The Housing Scene by by Lew Sichelman
by Lew Sichelman
The Housing Scene | May 11th, 2018

Home Equity Conversion Mortgages (HECMs) may be a good choice for some seniors who fear they might outlive their retirement funds and will need cash to enjoy their remaining years. But they aren’t the only options elder owners might want to consider.

HECMs, aka reverse mortgages, are made to owners 62 years and older who have built up significant wealth in their homes. You borrow against a percentage of that equity, and draw the funds either in one lump sum or in monthly payments. Better yet, nothing has to be paid back until you pass away, or you permanently move out of the house.

Sounds appealing, and it is. But reverse mortgages are not cheap, and you still have to pay your property taxes and homeowner’s insurance. Otherwise, the lender can and often does initiate foreclosure proceedings.

But you can accomplish pretty much the same thing by choosing a less costly version of a reverse mortgage, sponsored by state and local governments, called a deferred payment loan (DPL). Generally, there are no origination fees, and insurance premiums and closing costs, if any, are very low.

Typically, seniors can use these loans only to make specific types of repairs or home improvements, such as roofing and heating. But many programs will cover accessibility modifications such as ramps, rails and grab bars, and energy-efficiency projects like storm windows, insulation and weatherstripping.

The interest rates on DPLs are low as well, if interest is charged at all. When it is, it’s often on a fixed basis, meaning the rate never changes. And many programs charge only simple interest as opposed to compound. Some plans even forgive part of, or the entire, loan if the owner remains in place for a specified period.

King County, Washington, offers loans of up to $25,000 at zero interest. No payments are required, and the loan need not be paid back until the house is sold, transferred to a new owner, is no longer your primary residence or you take out a home equity loan. Bloomington, Minnesota, offers loans of up to $35,000. Interest accrues at an annual rate of 2 percent for 10 years, but no payments are necessary until the place is sold, refinanced or conveyed to someone else.

DPLs aren’t available everywhere, and eligibility rules vary. Most are limited to owners with low or moderate incomes. Many jurisdictions place a limit on the home’s value and confine the opportunity to certain geographic areas. Some also have a minimum age or disability requirement.

These loans go by different names, so they may be tough to find. Check with your city or county housing department, your local office on aging, or the nearest community action or development agency. Also try your state housing finance agency.

Another public-sector version of the reverse mortgage is a property tax deferral (PTD) loan. Generally, it provides annual advances that must be used to pay all or some of your property taxes. But no repayment is required for as long as you live in the house.
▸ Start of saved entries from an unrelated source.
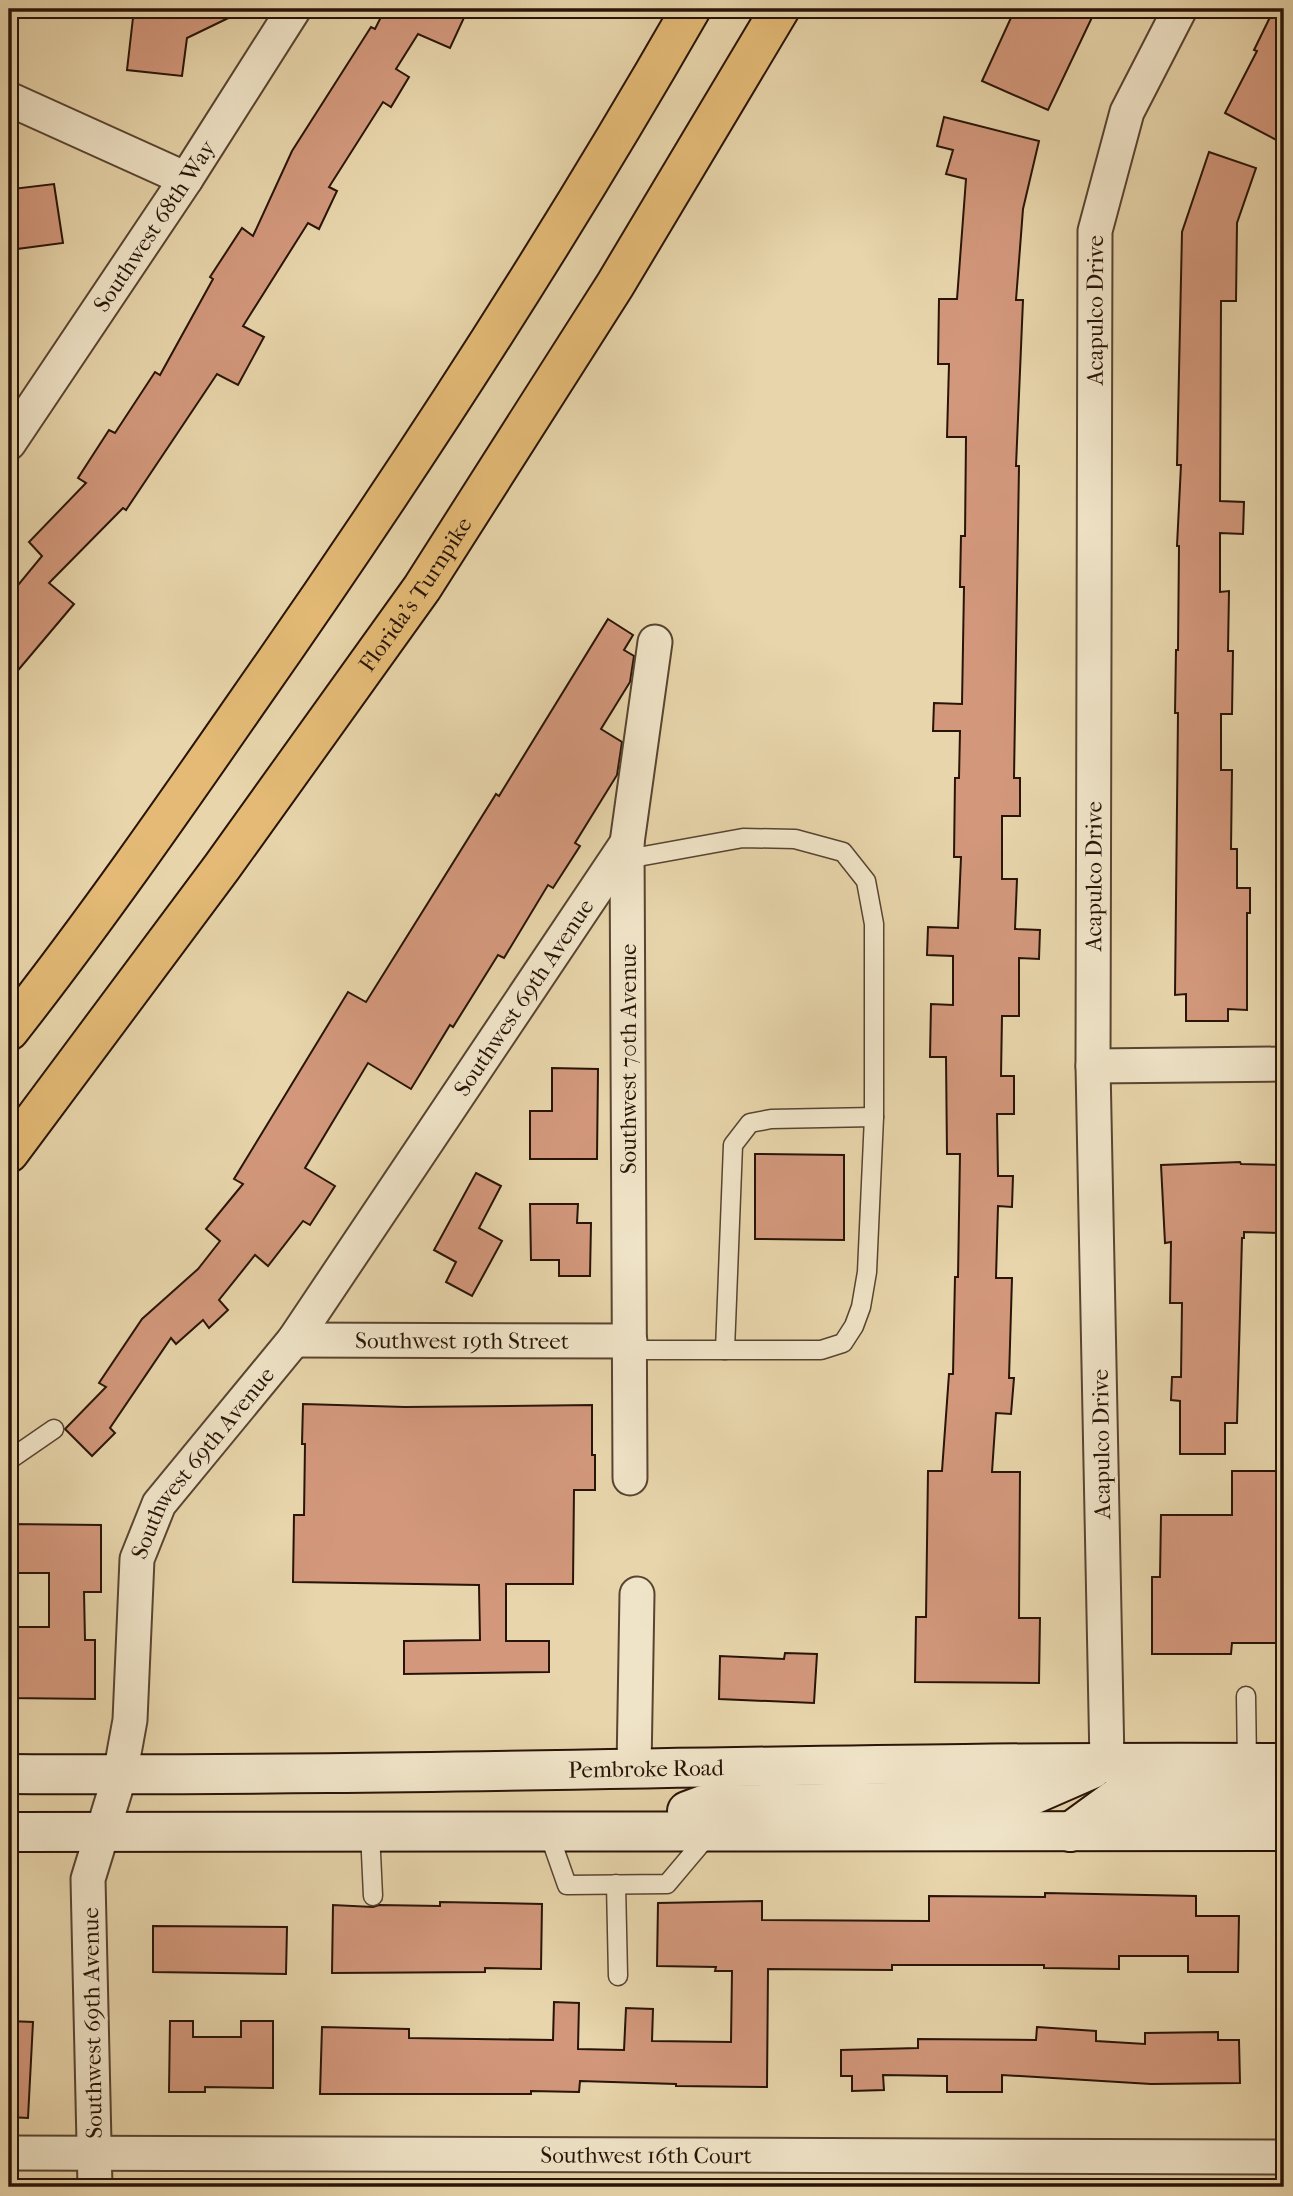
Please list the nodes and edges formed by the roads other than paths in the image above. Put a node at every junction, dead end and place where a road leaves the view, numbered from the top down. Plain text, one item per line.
1 (294, 9) edge
2 (691, 9) edge
3 (780, 9) edge
4 (1180, 9) edge
5 (9, 99) edge
6 (186, 179) junction
7 (9, 443) edge
8 (655, 642) dead end
9 (627, 851) junction
10 (9, 1031) edge
11 (1284, 1064) edge
12 (1093, 1066) junction
13 (874, 1117) junction
14 (9, 1153) edge
15 (294, 1340) junction
16 (630, 1345) junction
17 (725, 1350) junction
18 (54, 1429) dead end
19 (9, 1460) edge
20 (630, 1478) dead end
21 (637, 1594) dead end
22 (1246, 1696) dead end
23 (1107, 1762) junction
24 (1266, 1763) edge
25 (634, 1768) junction
26 (9, 1774) edge
27 (120, 1774) junction
28 (1284, 1794) edge
29 (548, 1831) junction
30 (633, 1831) junction
31 (711, 1831) junction
32 (1284, 1831) edge
33 (9, 1832) edge
34 (101, 1832) junction
35 (370, 1832) junction
36 (1070, 1832) junction
37 (616, 1884) junction
38 (373, 1896) dead end
39 (618, 1976) dead end
40 (9, 2152) edge
41 (95, 2152) junction
42 (1284, 2157) edge
43 (95, 2187) edge

1 - 6 street, Southwest 68th Way
2 - 10 highway
3 - 14 highway, Florida's Turnpike
4 - 12 street, Acapulco Drive
5 - 6 street
6 - 7 street, Southwest 68th Way
8 - 9 street, Southwest 70th Avenue
9 - 13 lane
9 - 15 street, Southwest 69th Avenue
9 - 16 street, Southwest 70th Avenue
11 - 12 street
12 - 23 street, Acapulco Drive
13 - 17 lane
13 - 17 lane
15 - 16 street, Southwest 19th Street
15 - 27 street, Southwest 69th Avenue
16 - 17 lane
16 - 20 street, Southwest 70th Avenue
18 - 19 lane
21 - 25 street
22 - 24 lane
23 - 24 main road, Pembroke Road
23 - 25 main road, Pembroke Road
23 - 30 main road
25 - 27 main road, Pembroke Road
26 - 27 main road, Pembroke Road
27 - 34 street, Southwest 69th Avenue
28 - 36 main road
29 - 30 main road
29 - 35 main road
29 - 37 lane
30 - 31 main road
31 - 36 main road
31 - 37 lane
32 - 36 main road
33 - 34 main road
34 - 35 main road
34 - 41 street, Southwest 69th Avenue
35 - 38 lane
37 - 39 lane
40 - 41 street, Southwest 16th Court
41 - 42 street, Southwest 16th Court
41 - 43 street, Southwest 69th Avenue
In some places, but not all, PTD loans are offered on a uniform, statewide basis. Eligibility rules also differ from place to place, and most have a minimum age requirement of 65 and are limited to owners with low or moderate incomes.

In Cook County, Illinois, the income limit is $50,000, and you must have lived in the house for at least three years. In Wisconsin, the income limit is $20,000, but the residency requirement is just six months.
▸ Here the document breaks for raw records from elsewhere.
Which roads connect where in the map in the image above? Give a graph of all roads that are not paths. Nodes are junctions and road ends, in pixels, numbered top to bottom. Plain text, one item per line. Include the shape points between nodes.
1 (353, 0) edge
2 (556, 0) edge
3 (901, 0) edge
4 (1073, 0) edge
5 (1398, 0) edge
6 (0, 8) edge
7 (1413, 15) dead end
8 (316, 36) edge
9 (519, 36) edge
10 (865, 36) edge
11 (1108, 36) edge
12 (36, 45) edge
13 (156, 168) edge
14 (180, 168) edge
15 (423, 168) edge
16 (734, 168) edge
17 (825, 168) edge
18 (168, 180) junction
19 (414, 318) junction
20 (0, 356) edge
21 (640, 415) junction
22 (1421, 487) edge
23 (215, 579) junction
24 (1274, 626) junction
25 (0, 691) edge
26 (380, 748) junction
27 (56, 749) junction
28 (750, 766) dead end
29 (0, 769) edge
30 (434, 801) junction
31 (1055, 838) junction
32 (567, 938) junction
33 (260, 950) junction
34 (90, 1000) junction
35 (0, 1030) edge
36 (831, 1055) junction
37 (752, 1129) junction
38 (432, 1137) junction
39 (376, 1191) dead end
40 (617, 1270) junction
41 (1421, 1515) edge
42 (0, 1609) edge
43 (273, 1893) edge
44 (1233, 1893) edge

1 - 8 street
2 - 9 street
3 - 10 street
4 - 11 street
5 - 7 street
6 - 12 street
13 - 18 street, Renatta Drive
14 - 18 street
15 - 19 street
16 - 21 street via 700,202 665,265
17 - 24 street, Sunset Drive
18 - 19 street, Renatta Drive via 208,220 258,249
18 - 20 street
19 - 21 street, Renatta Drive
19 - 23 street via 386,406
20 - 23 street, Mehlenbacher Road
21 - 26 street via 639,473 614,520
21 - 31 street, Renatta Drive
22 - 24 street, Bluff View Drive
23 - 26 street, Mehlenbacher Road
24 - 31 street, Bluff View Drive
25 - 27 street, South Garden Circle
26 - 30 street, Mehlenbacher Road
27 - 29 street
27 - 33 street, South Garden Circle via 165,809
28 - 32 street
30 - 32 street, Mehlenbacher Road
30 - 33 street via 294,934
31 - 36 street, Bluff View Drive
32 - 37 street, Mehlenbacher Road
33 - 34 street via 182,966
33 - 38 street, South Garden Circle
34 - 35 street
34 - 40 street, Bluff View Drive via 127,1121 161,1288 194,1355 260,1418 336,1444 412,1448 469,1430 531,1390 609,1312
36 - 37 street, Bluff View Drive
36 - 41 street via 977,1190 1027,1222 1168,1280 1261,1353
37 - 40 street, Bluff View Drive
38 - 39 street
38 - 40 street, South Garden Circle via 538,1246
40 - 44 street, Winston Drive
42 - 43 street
To find out if your state offers PTDs, contact the agency to which you pay your property taxes.

Seniors may also be eligible for monthly Supplemental Security Income (SSI) benefits if their liquid resources -- cash and savings -- are less than $3,000 per couple or $2,000 for an individual.
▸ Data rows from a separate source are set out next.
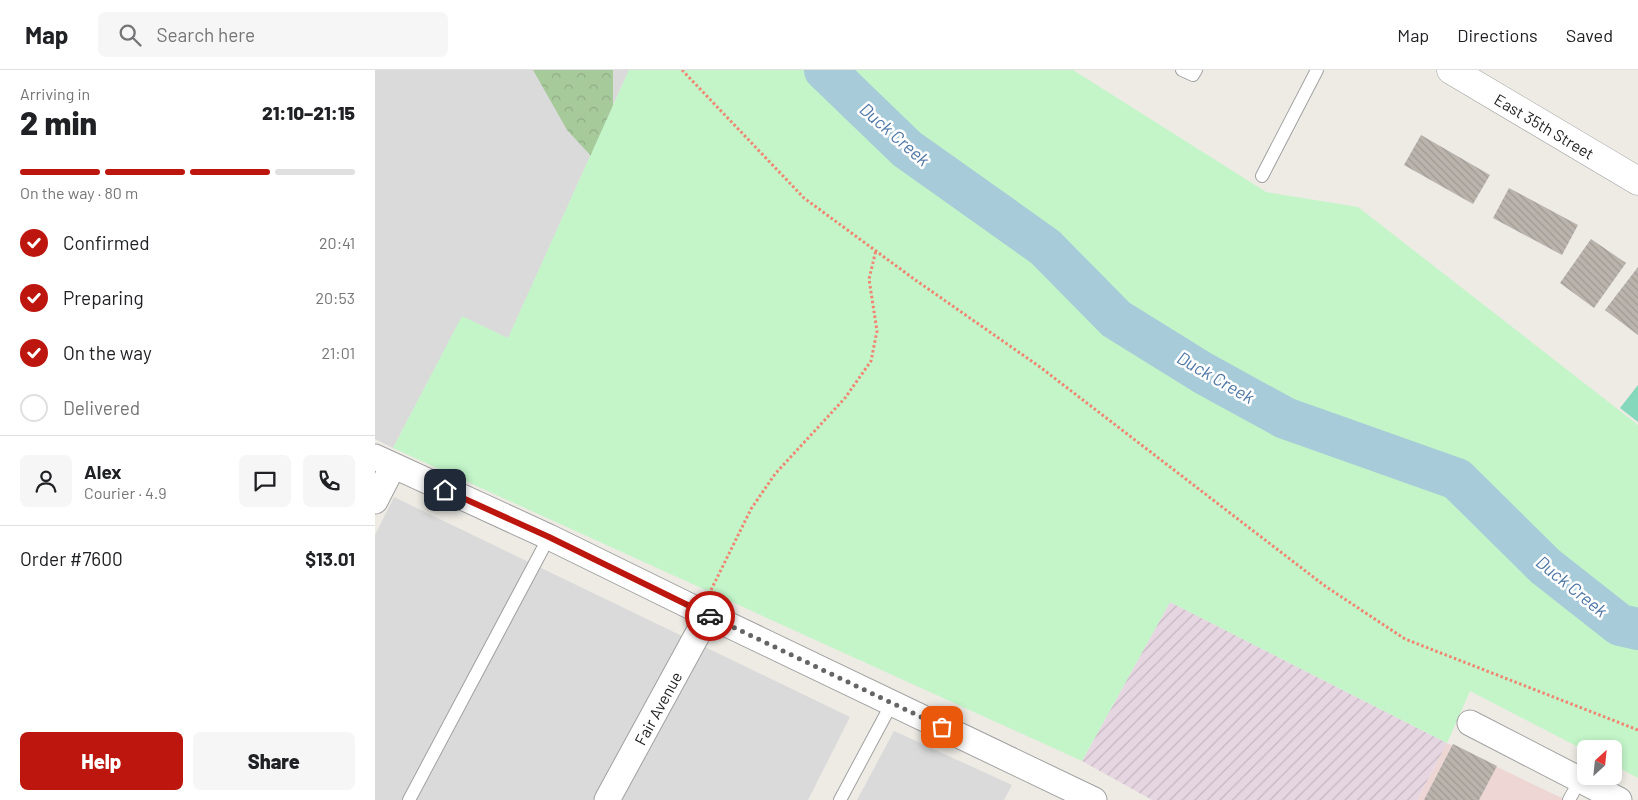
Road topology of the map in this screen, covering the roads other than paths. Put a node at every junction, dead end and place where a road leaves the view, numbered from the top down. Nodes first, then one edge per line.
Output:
1 (1183, 70) edge
2 (1196, 70) edge
3 (1317, 70) edge
4 (1451, 70) edge
5 (1262, 176) dead end
6 (1638, 181) edge
7 (384, 462) edge
8 (375, 501) edge
9 (549, 537) junction
10 (704, 613) junction
11 (891, 703) junction
12 (1470, 723) dead end
13 (1575, 790) edge
14 (1054, 791) edge
15 (409, 800) edge
16 (607, 800) edge
17 (841, 800) edge
18 (1094, 800) edge
19 (1619, 800) edge

1 - 2 lane
3 - 5 lane
4 - 6 street, East 35th Street
7 - 8 street
7 - 9 street
9 - 10 street
9 - 15 lane
10 - 11 street
10 - 16 street, Fair Avenue
11 - 14 street
11 - 17 lane
12 - 13 street
13 - 19 street
14 - 18 street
Your home and car do not count as resources under SSI, but your monthly unearned income cannot exceed $924 for a couple or $623 for an individual. Income limits are higher if you are employed or live in a state that supplements SSI.

If you meet the rules, you may automatically qualify for other public benefits that could allow you to postpone the need for a reverse mortgage. That way, if you do take out a HECM later, you may be able to receive a larger advance because you will be older and your property may have increased in value.

The National Council on Aging sponsors a website, benefitscheckup.org, that will locate public benefit programs that could pay for your prescription drugs, health care, utilities and other essentials. The site also explains how to apply for more than 1,150 programs available in all 50 states and the District of Columbia.

NEXT WEEK: Housing options.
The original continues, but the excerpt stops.